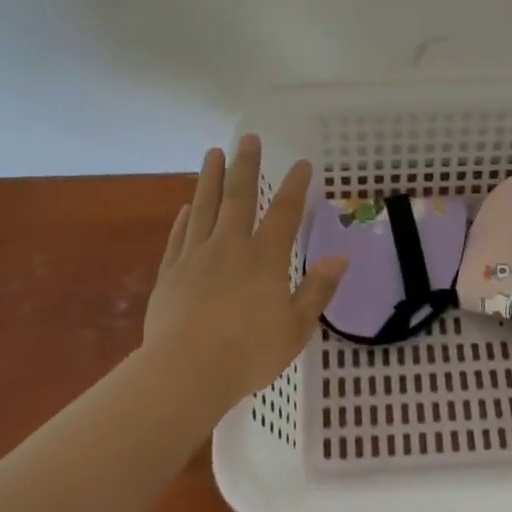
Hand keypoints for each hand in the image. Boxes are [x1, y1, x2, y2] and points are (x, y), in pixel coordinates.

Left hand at [145, 134, 347, 399]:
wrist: (186, 372)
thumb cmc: (248, 354)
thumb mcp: (296, 327)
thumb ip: (317, 290)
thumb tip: (340, 258)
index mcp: (264, 258)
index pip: (285, 213)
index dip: (295, 186)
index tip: (301, 163)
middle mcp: (230, 247)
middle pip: (239, 197)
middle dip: (246, 166)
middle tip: (248, 138)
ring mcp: (196, 257)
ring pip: (205, 207)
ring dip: (211, 178)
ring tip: (213, 154)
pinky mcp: (170, 273)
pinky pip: (179, 237)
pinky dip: (184, 219)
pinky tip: (187, 207)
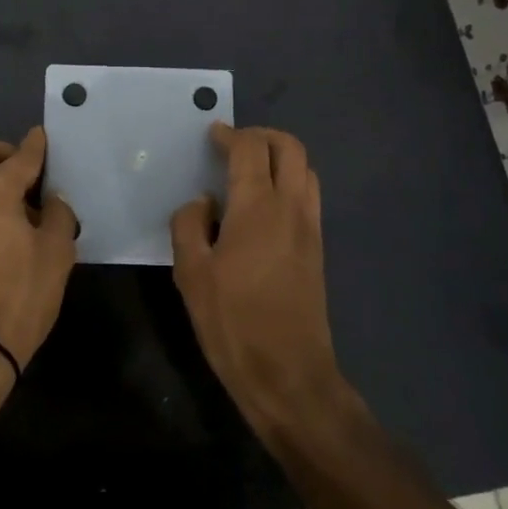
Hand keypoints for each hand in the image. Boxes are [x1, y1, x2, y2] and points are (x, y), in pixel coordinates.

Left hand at [0, 127, 77, 376]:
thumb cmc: (20, 295)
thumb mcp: (56, 253)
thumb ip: (57, 216)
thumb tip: (50, 201)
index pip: (19, 158)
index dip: (35, 145)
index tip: (43, 137)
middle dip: (1, 152)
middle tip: (27, 172)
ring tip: (22, 209)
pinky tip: (5, 233)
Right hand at [171, 123, 345, 439]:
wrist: (289, 374)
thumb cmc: (233, 322)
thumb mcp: (191, 273)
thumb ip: (189, 225)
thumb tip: (204, 203)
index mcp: (257, 207)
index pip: (250, 148)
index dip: (230, 134)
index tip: (212, 135)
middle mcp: (291, 207)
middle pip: (289, 147)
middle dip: (262, 135)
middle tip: (234, 144)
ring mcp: (310, 227)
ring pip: (305, 169)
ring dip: (280, 157)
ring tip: (250, 171)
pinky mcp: (318, 248)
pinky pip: (309, 195)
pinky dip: (290, 181)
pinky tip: (263, 205)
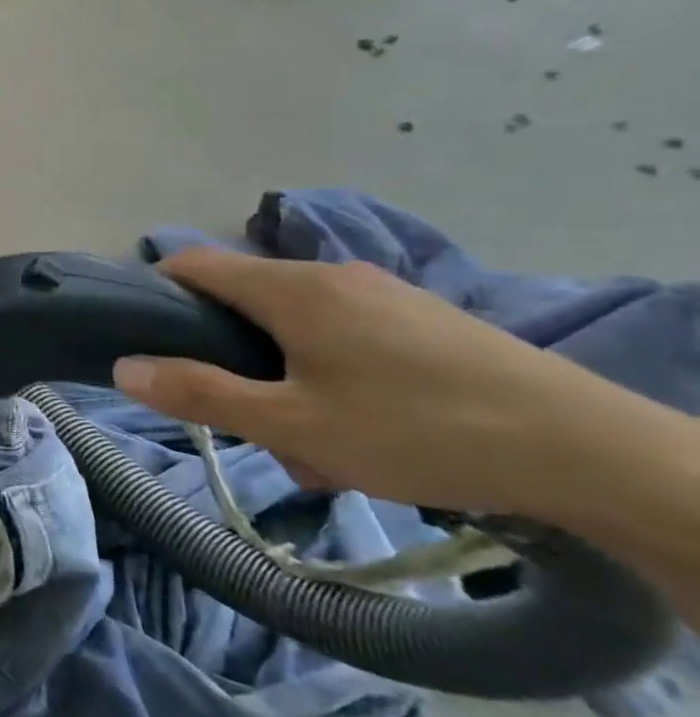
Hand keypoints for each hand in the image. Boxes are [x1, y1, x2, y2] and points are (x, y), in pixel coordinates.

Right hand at [110, 246, 616, 516]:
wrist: (592, 453)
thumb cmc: (416, 430)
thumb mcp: (291, 425)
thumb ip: (200, 393)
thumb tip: (124, 367)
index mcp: (290, 288)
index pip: (193, 263)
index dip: (157, 292)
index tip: (147, 340)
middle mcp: (331, 276)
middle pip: (244, 302)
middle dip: (229, 358)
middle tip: (246, 419)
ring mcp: (383, 295)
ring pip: (296, 328)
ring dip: (282, 377)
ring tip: (314, 443)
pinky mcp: (424, 321)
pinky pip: (346, 337)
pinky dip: (329, 375)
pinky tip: (365, 432)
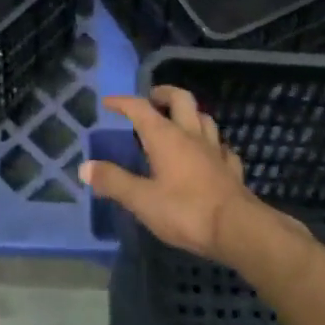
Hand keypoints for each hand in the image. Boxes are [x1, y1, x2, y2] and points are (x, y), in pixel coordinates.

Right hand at [83, 87, 275, 264]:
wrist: (239, 230)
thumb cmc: (186, 211)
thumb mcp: (142, 200)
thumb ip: (114, 182)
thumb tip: (85, 167)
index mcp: (165, 137)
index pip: (140, 108)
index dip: (123, 102)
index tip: (108, 102)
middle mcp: (191, 134)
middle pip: (180, 99)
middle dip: (164, 94)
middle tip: (151, 99)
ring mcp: (215, 150)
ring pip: (204, 118)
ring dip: (190, 114)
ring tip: (178, 122)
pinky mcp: (232, 169)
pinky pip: (221, 146)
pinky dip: (210, 144)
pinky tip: (208, 153)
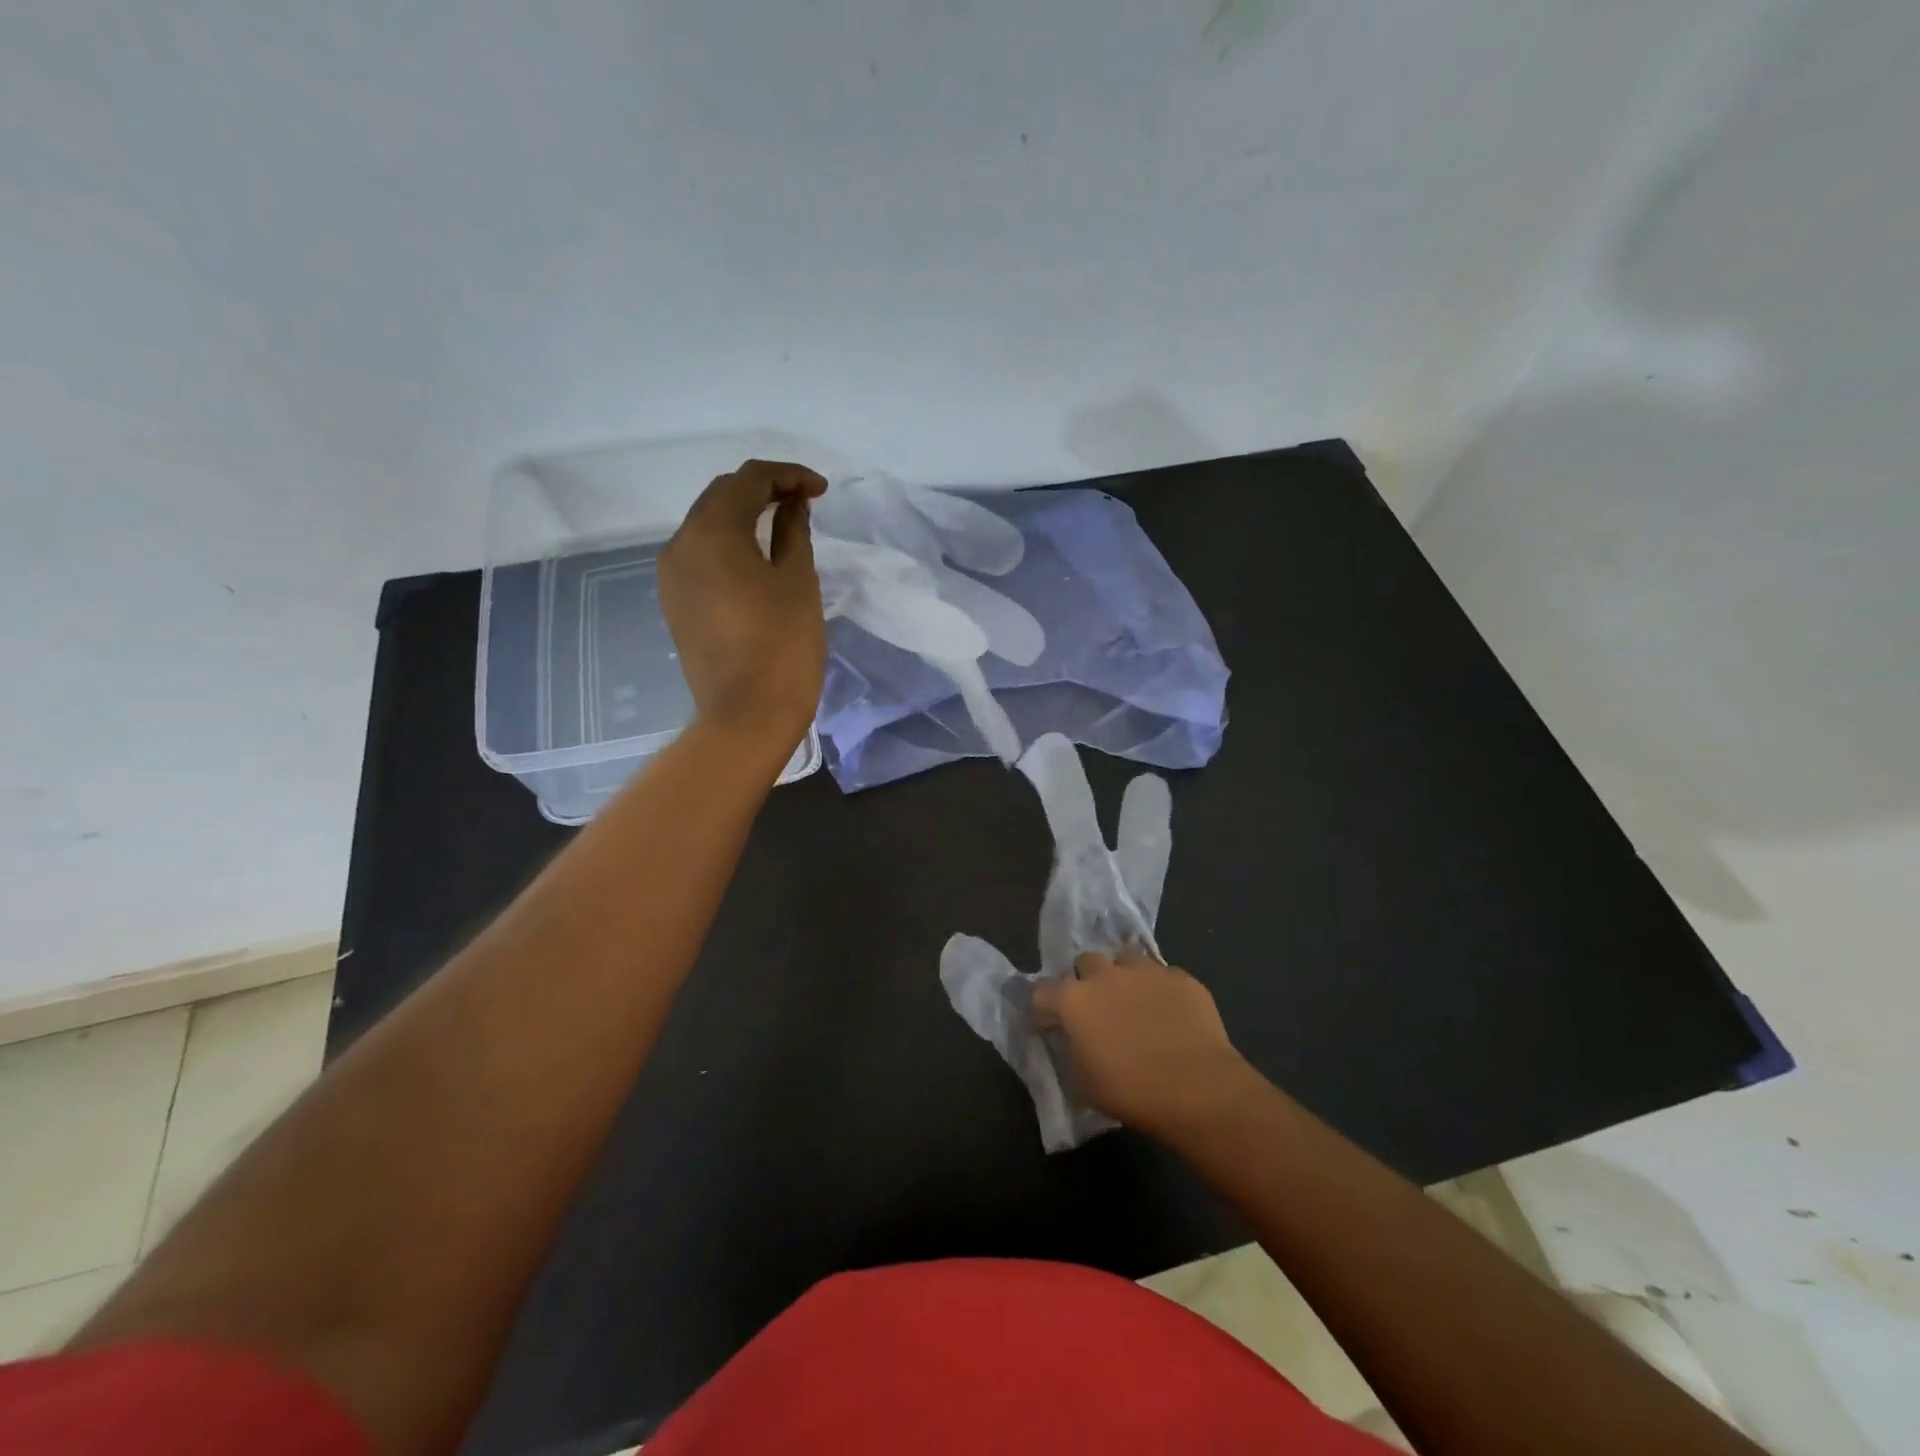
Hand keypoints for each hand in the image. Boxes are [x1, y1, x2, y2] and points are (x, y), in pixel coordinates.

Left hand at [658, 460, 828, 750]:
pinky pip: (701, 555)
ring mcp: (672, 576)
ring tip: (783, 526)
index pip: (749, 480)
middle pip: (721, 496)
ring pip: (707, 525)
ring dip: (744, 515)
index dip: (789, 475)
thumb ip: (793, 532)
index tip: (822, 491)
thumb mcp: (797, 581)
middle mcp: (680, 544)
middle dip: (763, 490)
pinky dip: (729, 544)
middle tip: (804, 502)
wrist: (746, 716)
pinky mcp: (675, 602)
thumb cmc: (783, 646)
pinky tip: (756, 558)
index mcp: (711, 531)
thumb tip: (792, 505)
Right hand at [1033, 949, 1257, 1140]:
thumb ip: (1072, 1052)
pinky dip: (1159, 989)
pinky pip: (1162, 974)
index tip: (1053, 1026)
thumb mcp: (1084, 1083)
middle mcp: (1106, 975)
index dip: (1045, 1009)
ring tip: (1134, 1001)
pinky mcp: (1180, 977)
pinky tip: (1170, 1012)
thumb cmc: (1133, 1092)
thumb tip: (1073, 1040)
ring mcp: (1145, 971)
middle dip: (1086, 980)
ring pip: (1125, 958)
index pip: (1043, 991)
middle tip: (1097, 1007)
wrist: (1199, 1089)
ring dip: (1123, 976)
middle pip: (1085, 962)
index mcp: (1075, 1000)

- TASK
In the records above, the line with "index pip: (250, 148)" marks the start and the line with "pinky tip: (263, 205)" marks the end; copy that stretch exactly, both lines included, and nothing else.

- ANSWER BELOW
index pip: (250, 148)
index dip: (230, 134)
index tip: (212, 135)
middle mcp: (291, 207)
middle pip: (289, 147)
middle dip: (262, 135)
middle tip: (234, 144)
ring mcp: (310, 227)
ring pip: (305, 169)
ring dip: (280, 157)
ring tip: (250, 171)
pinky mcp: (318, 248)
pinky pip: (309, 195)
pinky dip: (290, 181)
pinky tip: (263, 205)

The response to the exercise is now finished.